━━━ ENTRIES SHOWN

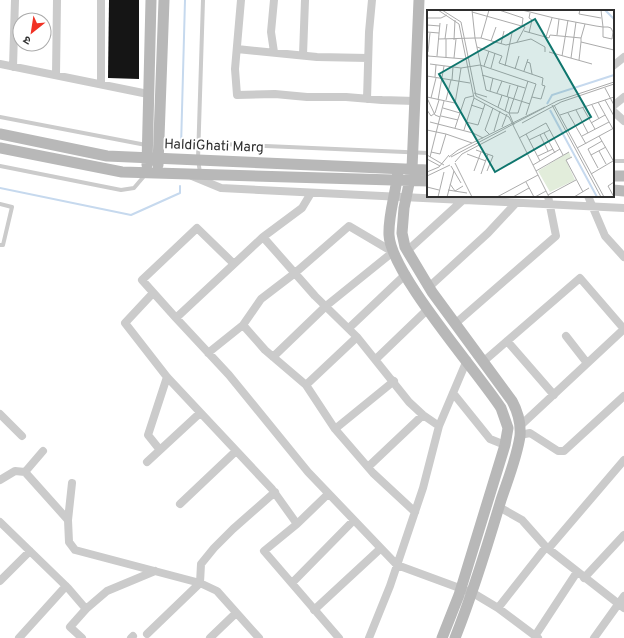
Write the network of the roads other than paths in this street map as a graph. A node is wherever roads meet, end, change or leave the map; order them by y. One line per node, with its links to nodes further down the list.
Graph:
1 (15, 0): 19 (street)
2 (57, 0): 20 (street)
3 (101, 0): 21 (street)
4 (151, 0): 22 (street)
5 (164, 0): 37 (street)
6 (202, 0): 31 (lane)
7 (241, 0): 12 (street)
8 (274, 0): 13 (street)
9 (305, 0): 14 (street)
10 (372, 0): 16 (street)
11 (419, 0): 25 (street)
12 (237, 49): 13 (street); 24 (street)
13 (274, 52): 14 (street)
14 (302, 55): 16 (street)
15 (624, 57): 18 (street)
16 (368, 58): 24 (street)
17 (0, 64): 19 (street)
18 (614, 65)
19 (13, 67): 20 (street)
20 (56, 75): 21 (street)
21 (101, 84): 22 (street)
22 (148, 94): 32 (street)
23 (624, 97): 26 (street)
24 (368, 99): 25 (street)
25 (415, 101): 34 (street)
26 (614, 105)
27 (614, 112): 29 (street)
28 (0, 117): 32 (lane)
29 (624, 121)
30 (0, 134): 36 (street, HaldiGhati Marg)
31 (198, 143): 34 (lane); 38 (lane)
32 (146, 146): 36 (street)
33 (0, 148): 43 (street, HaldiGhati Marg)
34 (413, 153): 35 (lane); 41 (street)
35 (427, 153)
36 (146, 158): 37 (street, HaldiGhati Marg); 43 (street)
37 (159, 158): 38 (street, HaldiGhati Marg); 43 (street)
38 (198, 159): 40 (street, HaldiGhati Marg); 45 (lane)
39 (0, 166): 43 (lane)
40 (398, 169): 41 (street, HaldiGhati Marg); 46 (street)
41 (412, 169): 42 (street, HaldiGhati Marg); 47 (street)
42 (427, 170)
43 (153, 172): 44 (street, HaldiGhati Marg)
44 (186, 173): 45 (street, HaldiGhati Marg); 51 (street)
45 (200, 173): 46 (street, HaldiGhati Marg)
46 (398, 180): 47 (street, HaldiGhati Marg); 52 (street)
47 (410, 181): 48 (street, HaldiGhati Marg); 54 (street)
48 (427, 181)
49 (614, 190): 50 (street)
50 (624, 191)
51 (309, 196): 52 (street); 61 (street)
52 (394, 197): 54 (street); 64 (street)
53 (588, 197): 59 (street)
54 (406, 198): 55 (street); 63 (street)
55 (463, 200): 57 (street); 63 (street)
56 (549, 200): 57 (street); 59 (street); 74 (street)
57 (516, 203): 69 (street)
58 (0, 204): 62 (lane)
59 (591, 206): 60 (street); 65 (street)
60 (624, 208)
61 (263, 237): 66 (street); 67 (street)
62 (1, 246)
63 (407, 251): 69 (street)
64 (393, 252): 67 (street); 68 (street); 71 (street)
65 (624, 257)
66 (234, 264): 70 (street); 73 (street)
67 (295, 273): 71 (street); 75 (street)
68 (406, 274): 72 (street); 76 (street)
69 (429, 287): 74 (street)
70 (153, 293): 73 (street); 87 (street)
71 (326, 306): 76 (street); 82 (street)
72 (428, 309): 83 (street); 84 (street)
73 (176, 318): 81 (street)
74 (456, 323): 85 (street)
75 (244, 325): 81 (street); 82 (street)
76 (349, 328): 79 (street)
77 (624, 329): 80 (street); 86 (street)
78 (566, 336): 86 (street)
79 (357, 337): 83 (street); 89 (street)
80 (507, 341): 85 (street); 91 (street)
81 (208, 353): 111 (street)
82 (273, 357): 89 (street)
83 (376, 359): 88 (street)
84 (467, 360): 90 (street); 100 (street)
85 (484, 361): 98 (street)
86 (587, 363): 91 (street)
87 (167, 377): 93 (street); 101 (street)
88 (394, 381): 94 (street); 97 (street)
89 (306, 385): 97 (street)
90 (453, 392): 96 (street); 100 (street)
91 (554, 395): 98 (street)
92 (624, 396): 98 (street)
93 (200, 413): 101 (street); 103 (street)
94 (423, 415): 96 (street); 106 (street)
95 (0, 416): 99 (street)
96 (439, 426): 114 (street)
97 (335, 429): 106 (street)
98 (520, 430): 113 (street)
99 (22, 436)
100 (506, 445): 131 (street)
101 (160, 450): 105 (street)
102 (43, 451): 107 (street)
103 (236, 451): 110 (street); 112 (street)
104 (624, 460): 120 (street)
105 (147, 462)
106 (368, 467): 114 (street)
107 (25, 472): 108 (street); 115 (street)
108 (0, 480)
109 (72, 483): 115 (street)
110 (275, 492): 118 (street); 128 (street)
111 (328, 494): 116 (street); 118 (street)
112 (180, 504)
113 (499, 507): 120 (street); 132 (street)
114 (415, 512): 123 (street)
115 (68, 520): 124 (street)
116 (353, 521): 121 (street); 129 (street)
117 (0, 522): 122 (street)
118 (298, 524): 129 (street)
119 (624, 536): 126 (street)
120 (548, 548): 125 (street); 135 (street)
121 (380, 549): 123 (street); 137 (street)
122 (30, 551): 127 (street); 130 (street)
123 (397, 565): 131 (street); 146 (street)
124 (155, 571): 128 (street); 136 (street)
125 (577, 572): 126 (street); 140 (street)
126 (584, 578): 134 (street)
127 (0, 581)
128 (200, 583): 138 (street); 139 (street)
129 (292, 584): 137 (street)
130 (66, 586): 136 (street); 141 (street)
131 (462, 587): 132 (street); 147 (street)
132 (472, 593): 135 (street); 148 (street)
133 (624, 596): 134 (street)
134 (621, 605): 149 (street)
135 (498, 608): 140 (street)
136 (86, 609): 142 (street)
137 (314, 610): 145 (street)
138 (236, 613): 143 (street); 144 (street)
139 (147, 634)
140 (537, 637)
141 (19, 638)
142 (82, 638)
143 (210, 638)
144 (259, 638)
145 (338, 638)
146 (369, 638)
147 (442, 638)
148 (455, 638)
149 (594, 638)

━━━━━━

== WORK REQUEST ==
Although the records contain pictures, restate them word for word with those pictures left out.

== RESULT FOR THIS TASK ==
Write the network of the roads other than paths in this street map as a graph. A node is wherever roads meet, end, change or leave the map; order them by y. One line per node, with its links to nodes further down the list.
Graph:
1 (15, 0): 19 (street)
2 (57, 0): 20 (street)
3 (101, 0): 21 (street)
4 (151, 0): 22 (street)
5 (164, 0): 37 (street)
6 (202, 0): 31 (lane)
7 (241, 0): 12 (street)
8 (274, 0): 13 (street)
9 (305, 0): 14 (street)
10 (372, 0): 16 (street)
11 (419, 0): 25 (street)
12 (237, 49): 13 (street); 24 (street)
13 (274, 52): 14 (street)
14 (302, 55): 16 (street)
15 (624, 57): 18 (street)
16 (368, 58): 24 (street)
17 (0, 64): 19 (street)
18 (614, 65)
19 (13, 67): 20 (street)
20 (56, 75): 21 (street)
21 (101, 84): 22 (street)
22 (148, 94): 32 (street)
23 (624, 97): 26 (street)
24 (368, 99): 25 (street)
25 (415, 101): 34 (street)
26 (614, 105)
27 (614, 112): 29 (street)
28 (0, 117): 32 (lane)
29 (624, 121)
30 (0, 134): 36 (street, HaldiGhati Marg)
31 (198, 143): 34 (lane); 38 (lane)
32 (146, 146): 36 (street)
33 (0, 148): 43 (street, HaldiGhati Marg)
34 (413, 153): 35 (lane); 41 (street)
35 (427, 153)
36 (146, 158): 37 (street, HaldiGhati Marg); 43 (street)
37 (159, 158): 38 (street, HaldiGhati Marg); 43 (street)
38 (198, 159): 40 (street, HaldiGhati Marg); 45 (lane)
39 (0, 166): 43 (lane)
40 (398, 169): 41 (street, HaldiGhati Marg); 46 (street)
41 (412, 169): 42 (street, HaldiGhati Marg); 47 (street)
42 (427, 170)
43 (153, 172): 44 (street, HaldiGhati Marg)
44 (186, 173): 45 (street, HaldiGhati Marg); 51 (street)
45 (200, 173): 46 (street, HaldiGhati Marg)
46 (398, 180): 47 (street, HaldiGhati Marg); 52 (street)
47 (410, 181): 48 (street, HaldiGhati Marg); 54 (street)
48 (427, 181)
49 (614, 190): 50 (street)
50 (624, 191)
51 (309, 196): 52 (street); 61 (street)
52 (394, 197): 54 (street); 64 (street)
53 (588, 197): 59 (street)
54 (406, 198): 55 (street); 63 (street)
55 (463, 200): 57 (street); 63 (street)
56 (549, 200): 57 (street); 59 (street); 74 (street)
57 (516, 203): 69 (street)
58 (0, 204): 62 (lane)
59 (591, 206): 60 (street); 65 (street)
60 (624, 208)
61 (263, 237): 66 (street); 67 (street)
62 (1, 246)
63 (407, 251): 69 (street)
64 (393, 252): 67 (street); 68 (street); 71 (street)
65 (624, 257)
66 (234, 264): 70 (street); 73 (street)
67 (295, 273): 71 (street); 75 (street)
68 (406, 274): 72 (street); 76 (street)
69 (429, 287): 74 (street)
70 (153, 293): 73 (street); 87 (street)
71 (326, 306): 76 (street); 82 (street)
72 (428, 309): 83 (street); 84 (street)
73 (176, 318): 81 (street)
74 (456, 323): 85 (street)
75 (244, 325): 81 (street); 82 (street)
76 (349, 328): 79 (street)
77 (624, 329): 80 (street); 86 (street)
78 (566, 336): 86 (street)
79 (357, 337): 83 (street); 89 (street)
80 (507, 341): 85 (street); 91 (street)
81 (208, 353): 111 (street)
82 (273, 357): 89 (street)
83 (376, 359): 88 (street)
84 (467, 360): 90 (street); 100 (street)
85 (484, 361): 98 (street)
86 (587, 363): 91 (street)
87 (167, 377): 93 (street); 101 (street)
88 (394, 381): 94 (street); 97 (street)
89 (306, 385): 97 (street)
90 (453, 392): 96 (street); 100 (street)
91 (554, 395): 98 (street)
92 (624, 396): 98 (street)
93 (200, 413): 101 (street); 103 (street)
94 (423, 415): 96 (street); 106 (street)
95 (0, 416): 99 (street)
96 (439, 426): 114 (street)
97 (335, 429): 106 (street)
98 (520, 430): 113 (street)
99 (22, 436)
100 (506, 445): 131 (street)
101 (160, 450): 105 (street)
102 (43, 451): 107 (street)
103 (236, 451): 110 (street); 112 (street)
104 (624, 460): 120 (street)
105 (147, 462)
106 (368, 467): 114 (street)
107 (25, 472): 108 (street); 115 (street)
108 (0, 480)
109 (72, 483): 115 (street)
110 (275, 492): 118 (street); 128 (street)
111 (328, 494): 116 (street); 118 (street)
112 (180, 504)
113 (499, 507): 120 (street); 132 (street)
114 (415, 512): 123 (street)
115 (68, 520): 124 (street)
116 (353, 521): 121 (street); 129 (street)
117 (0, 522): 122 (street)
118 (298, 524): 129 (street)
119 (624, 536): 126 (street)
120 (548, 548): 125 (street); 135 (street)
121 (380, 549): 123 (street); 137 (street)
122 (30, 551): 127 (street); 130 (street)
123 (397, 565): 131 (street); 146 (street)
124 (155, 571): 128 (street); 136 (street)
125 (577, 572): 126 (street); 140 (street)
126 (584, 578): 134 (street)
127 (0, 581)
128 (200, 583): 138 (street); 139 (street)
129 (292, 584): 137 (street)
130 (66, 586): 136 (street); 141 (street)
131 (462, 587): 132 (street); 147 (street)
132 (472, 593): 135 (street); 148 (street)
133 (624, 596): 134 (street)
134 (621, 605): 149 (street)
135 (498, 608): 140 (street)
136 (86, 609): 142 (street)
137 (314, 610): 145 (street)
138 (236, 613): 143 (street); 144 (street)
139 (147, 634)
140 (537, 637)
141 (19, 638)
142 (82, 638)
143 (210, 638)
144 (259, 638)
145 (338, 638)
146 (369, 638)
147 (442, 638)
148 (455, 638)
149 (594, 638)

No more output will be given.